* _Task instructions_
Where an image appears, leave it out; otherwise repeat the data exactly.
*** Study material Section Begins ***
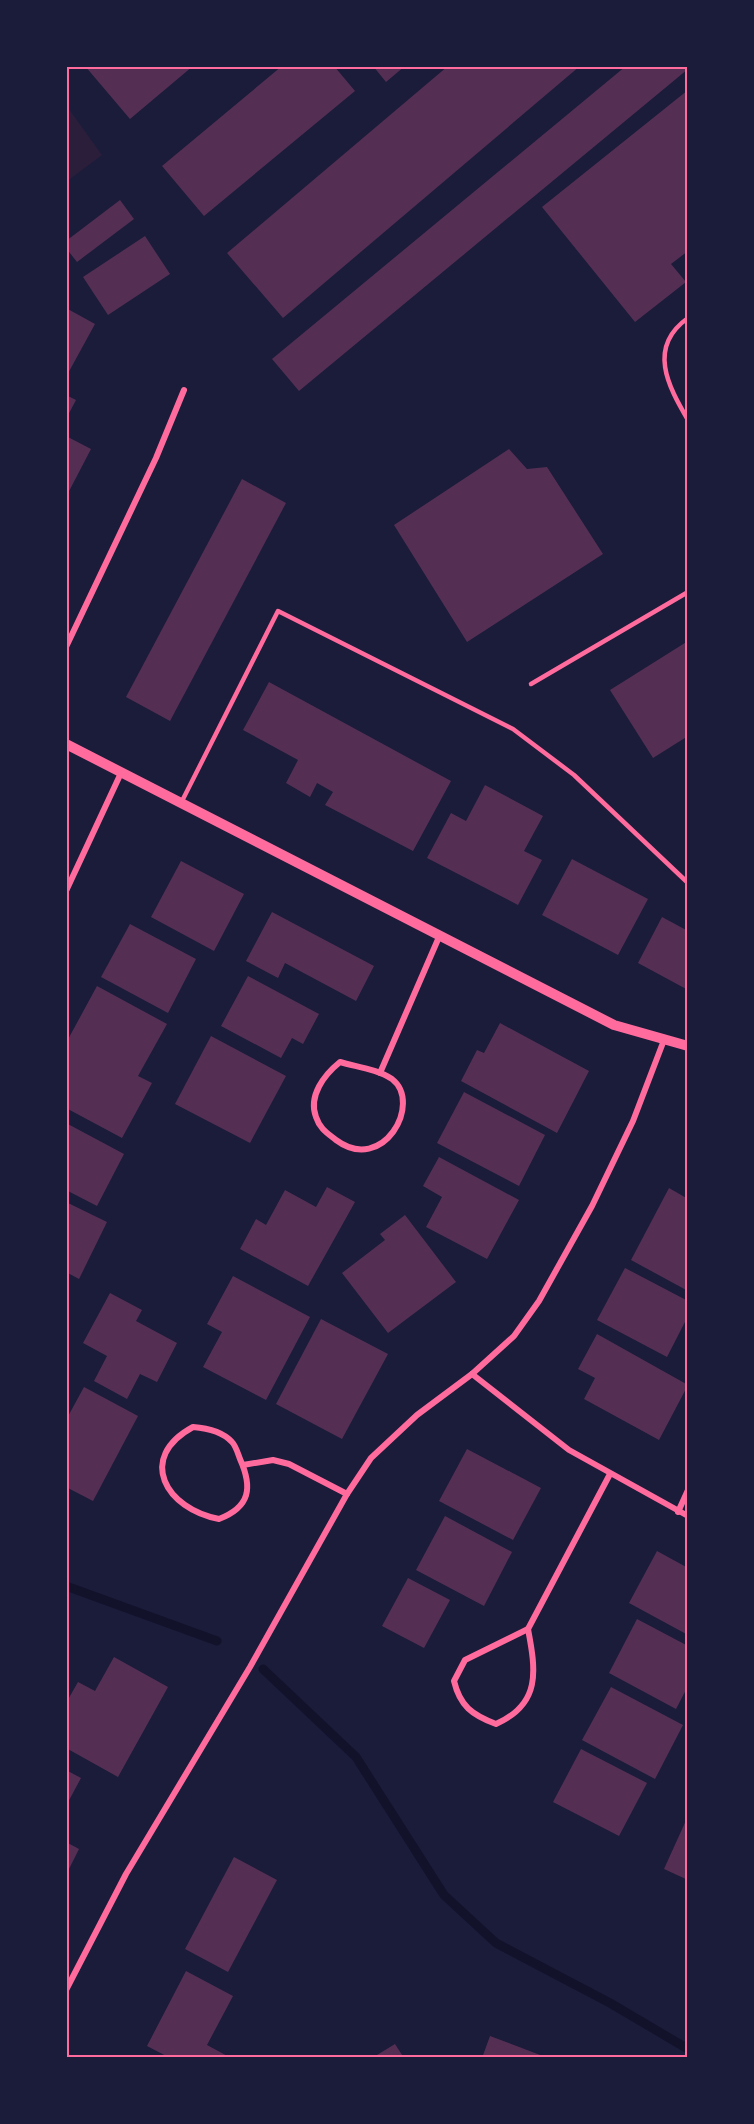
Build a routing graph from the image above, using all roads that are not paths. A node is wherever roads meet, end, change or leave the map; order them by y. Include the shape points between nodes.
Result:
1 (688, 318) edge
2 (184, 390) dead end
3 (688, 420) edge
4 (688, 592) edge
5 (66, 647) edge
6 (531, 684) dead end
7 (66, 744) edge
8 (122, 773) junction
9 (181, 803) junction
10 (688, 883) edge
11 (66, 891) edge
12 (439, 937) junction
13 (664, 1040) junction
14 (688, 1046) edge
15 (380, 1072) junction
16 (472, 1374) junction
17 (243, 1466) junction
18 (610, 1474) junction
19 (688, 1490) edge
20 (346, 1494) junction
21 (678, 1512) junction
22 (688, 1516) edge
23 (528, 1629) junction
24 (66, 1990) edge

1 - 3 lane via 667,341 664,364 668,385
2 - 5 street
4 - 6 lane
7 - 8 street
8 - 9 street
8 - 11 street
9 - 10 lane via 278,611 513,729 574,775
9 - 12 street
12 - 13 street via 614,1025
12 - 15 street
13 - 14 street
13 - 16 street via 633,1121 592,1206 539,1301 514,1336
15 - 15 street via 340,1062 327,1073 314,1097 313,1109 320,1128 347,1148 364,1151 386,1141 402,1116 400,1088
16 - 18 street via 569,1450
16 - 20 street via 417,1415 371,1458
17 - 17 street via 232,1442 211,1429 193,1427 168,1447 162,1463 170,1494 190,1510 219,1519 234,1513 249,1488
17 - 20 street via 273,1460 289,1464
18 - 21 street
18 - 23 street
19 - 21 street
20 - 24 street via 245,1675 126,1874
21 - 22 street
23 - 23 street via 465,1660 454,1681 458,1698 474,1716 496,1724 516,1715 534,1684

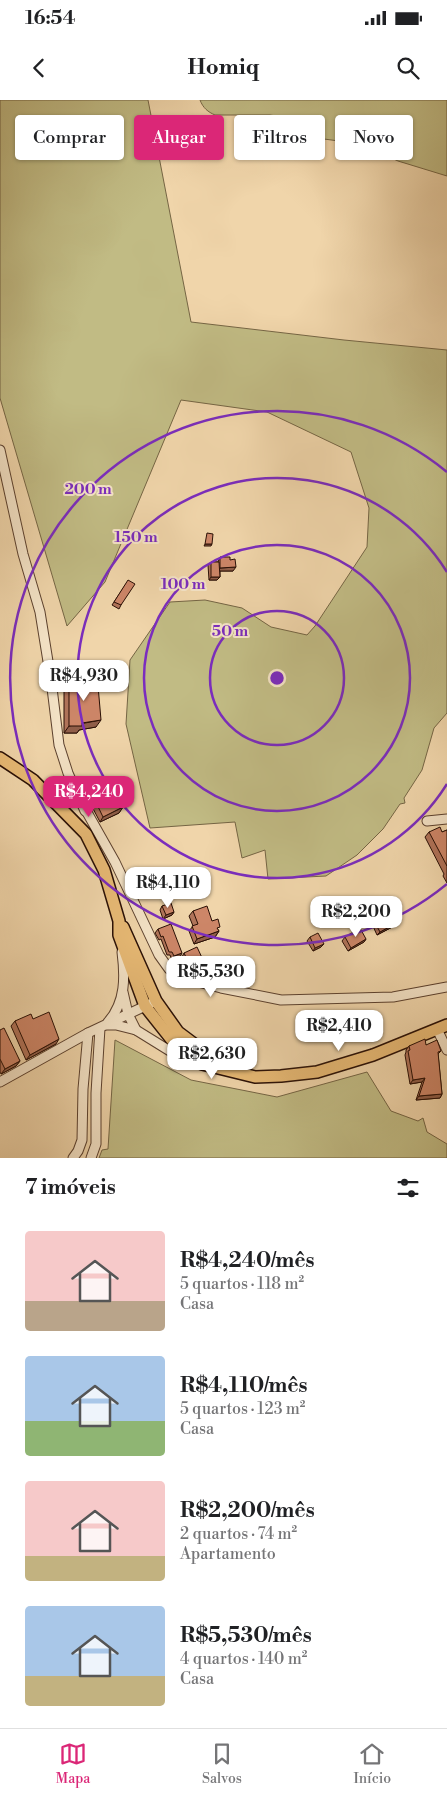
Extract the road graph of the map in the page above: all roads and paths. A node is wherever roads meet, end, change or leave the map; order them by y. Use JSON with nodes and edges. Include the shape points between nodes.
{"nodes":[{"id":1,"x":0,"y":450,"type":"edge"},
{"id":2,"x":0,"y":758,"type":"edge"},
{"id":3,"x":84,"y":808,"type":"junction"},
{"id":4,"x":447,"y":819,"type":"edge"},
{"id":5,"x":427,"y":821,"type":"dead end"},
{"id":6,"x":86,"y":834,"type":"junction"},
{"id":7,"x":119,"y":922,"type":"junction"},
{"id":8,"x":119,"y":935,"type":"junction"},
{"id":9,"x":447,"y":987,"type":"edge"},
{"id":10,"x":123,"y":992,"type":"junction"},
{"id":11,"x":150,"y":1004,"type":"junction"},
{"id":12,"x":128,"y":1014,"type":"junction"},
{"id":13,"x":102,"y":1027,"type":"junction"},
{"id":14,"x":444,"y":1029,"type":"edge"},
{"id":15,"x":136,"y":1030,"type":"junction"},
{"id":16,"x":88,"y":1034,"type":"junction"},
{"id":17,"x":447,"y":1050,"type":"edge"},
{"id":18,"x":202,"y":1064,"type":"junction"},
{"id":19,"x":229,"y":1071,"type":"junction"},
{"id":20,"x":0,"y":1082,"type":"edge"},
{"id":21,"x":82,"y":1140,"type":"junction"},
{"id":22,"x":96,"y":1144,"type":"junction"},
{"id":23,"x":73,"y":1158,"type":"edge"},
{"id":24,"x":91,"y":1158,"type":"edge"}],
"edges":[{"from":1,"to":3,"type":"street","via":[[40,612],[59,745]]},
{"from":2,"to":6,"type":"main road","via":[[33,780]]},
{"from":3,"to":6,"type":"street"},
{"from":3,"to":9,"type":"street","via":[[115,862],[159,955],[169,969],[183,978],[281,1000],[393,997]]},
{"from":4,"to":5,"type":"street"},
{"from":6,"to":7,"type":"main road","via":[[104,870]]},
{"from":7,"to":8,"type":"main road"},
{"from":7,"to":11,"type":"main road","via":[[126,931]]},
{"from":8,"to":10,"type":"street","via":[[124,968]]},
{"from":8,"to":11,"type":"main road"},
{"from":10,"to":12,"type":"street"},
{"from":10,"to":13,"type":"street","via":[[117,1009]]},
{"from":11,"to":12,"type":"street"},
{"from":11,"to":18,"type":"main road","via":[[172,1040]]},
{"from":11,"to":19,"type":"main road","via":[[178,1032]]},
{"from":12,"to":13,"type":"street"},
{"from":12,"to":15,"type":"street"},
{"from":13,"to":15,"type":"street","via":[[116,1025]]},
{"from":13,"to":16,"type":"street"},
{"from":13,"to":22,"type":"street","via":[[96,1093]]},
{"from":14,"to":17,"type":"street"},
{"from":14,"to":19,"type":"main road","via":[[317,1072],[255,1077]]},
{"from":15,"to":18,"type":"street","via":[[185,1059]]},
{"from":16,"to":20,"type":"street"},
{"from":16,"to":21,"type":"street"},
{"from":18,"to":19,"type":"main road"},
{"from":21,"to":22,"type":"street"},
{"from":21,"to":23,"type":"street"},
{"from":22,"to":24,"type":"street"}]}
*** Study material Section Ends ***
* _Exercise output_
Build a routing graph from the image above, using all roads that are not paths. A node is wherever roads meet, end, change or leave the map; order them by y. Include the shape points between nodes.
Result:
1 (688, 318) edge
2 (184, 390) dead end
3 (688, 420) edge
4 (688, 592) edge
5 (66, 647) edge
6 (531, 684) dead end
7 (66, 744) edge
8 (122, 773) junction
9 (181, 803) junction
10 (688, 883) edge
11 (66, 891) edge
12 (439, 937) junction
13 (664, 1040) junction
14 (688, 1046) edge
15 (380, 1072) junction
16 (472, 1374) junction
17 (243, 1466) junction
18 (610, 1474) junction
19 (688, 1490) edge
20 (346, 1494) junction
21 (678, 1512) junction
22 (688, 1516) edge
23 (528, 1629) junction
24 (66, 1990) edge

1 - 3 lane via 667,341 664,364 668,385
2 - 5 street
4 - 6 lane
7 - 8 street
8 - 9 street
8 - 11 street
9 - 10 lane via 278,611 513,729 574,775
9 - 12 street
12 - 13 street via 614,1025
12 - 15 street
13 - 14 street
13 - 16 street via 633,1121 592,1206 539,1301 514,1336
15 - 15 street via 340,1062 327,1073 314,1097 313,1109 320,1128 347,1148 364,1151 386,1141 402,1116 400,1088
16 - 18 street via 569,1450
16 - 20 street via 417,1415 371,1458
17 - 17 street via 232,1442 211,1429 193,1427 168,1447 162,1463 170,1494 190,1510 219,1519 234,1513 249,1488
17 - 20 street via 273,1460 289,1464
18 - 21 street
18 - 23 street
19 - 21 street
20 - 24 street via 245,1675 126,1874
21 - 22 street
23 - 23 street via 465,1660 454,1681 458,1698 474,1716 496,1724 516,1715 534,1684

Extract the road graph of the map in the page above: all roads and paths. A node is wherever roads meet, end, change or leave the map; order them by y. Use JSON with nodes and edges. Include the shape points between nodes.
{"nodes":[{"id":1,"x":0,"y":450,"type":"edge"},
{"id":2,"x":0,"y":758,"type":"edge"},
{"id":3,"x":84,"y":808,"type":"junction"},
{"id":4,"x":447,"y":819,"type":"edge"},
{"id":5,"x":427,"y":821,"type":"dead end"},
{"id":6,"x":86,"y":834,"type":"junction"},
{"id":7,"x":119,"y":922,"type":"junction"},
{"id":8,"x":119,"y":935,"type":"junction"},
{"id":9,"x":447,"y":987,"type":"edge"},
{"id":10,"x":123,"y":992,"type":"junction"},
{"id":11,"x":150,"y":1004,"type":"junction"},
{"id":12,"x":128,"y":1014,"type":"junction"},
{"id":13,"x":102,"y":1027,"type":"junction"},
{"id":14,"x":444,"y":1029,"type":"edge"},
{"id":15,"x":136,"y":1030,"type":"junction"},
{"id":16,"x":88,"y":1034,"type":"junction"},
{"id":17,"x":447,"y":1050,"type":"edge"},
{"id":18,"x":202,"y":1064,"type":"junction"},
{"id":19,"x":229,"y":1071,"type":"junction"},
{"id":20,"x":0,"y":1082,"type":"edge"},
{"id":21,"x":82,"y":1140,"type":"junction"},
{"id":22,"x":96,"y":1144,"type":"junction"},
{"id":23,"x":73,"y":1158,"type":"edge"},
{"id":24,"x":91,"y":1158,"type":"edge"}],
"edges":[{"from":1,"to":3,"type":"street","via":[[40,612],[59,745]]},
{"from":2,"to":6,"type":"main road","via":[[33,780]]},
{"from":3,"to":6,"type":"street"},
{"from":3,"to":9,"type":"street","via":[[115,862],[159,955],[169,969],[183,978],[281,1000],[393,997]]},
{"from":4,"to":5,"type":"street"},
{"from":6,"to":7,"type":"main road","via":[[104,870]]},
{"from":7,"to":8,"type":"main road"},
{"from":7,"to":11,"type":"main road","via":[[126,931]]},
{"from":8,"to":10,"type":"street","via":[[124,968]]},
{"from":8,"to":11,"type":"main road"},
{"from":10,"to":12,"type":"street"},
{"from":10,"to":13,"type":"street","via":[[117,1009]]},
{"from":11,"to":12,"type":"street"},
{"from":11,"to":18,"type":"main road","via":[[172,1040]]},
{"from":11,"to":19,"type":"main road","via":[[178,1032]]},
{"from":12,"to":13,"type":"street"},
{"from":12,"to":15,"type":"street"},
{"from":13,"to":15,"type":"street","via":[[116,1025]]},
{"from":13,"to":16,"type":"street"},
{"from":13,"to":22,"type":"street","via":[[96,1093]]},
{"from":14,"to":17,"type":"street"},
{"from":14,"to":19,"type":"main road","via":[[317,1072],[255,1077]]},
{"from":15,"to":18,"type":"street","via":[[185,1059]]},
{"from":16,"to":20,"type":"street"},
{"from":16,"to":21,"type":"street"},
{"from":18,"to":19,"type":"main road"},
{"from":21,"to":22,"type":"street"},
{"from":21,"to":23,"type":"street"},
{"from":22,"to":24,"type":"street"}]}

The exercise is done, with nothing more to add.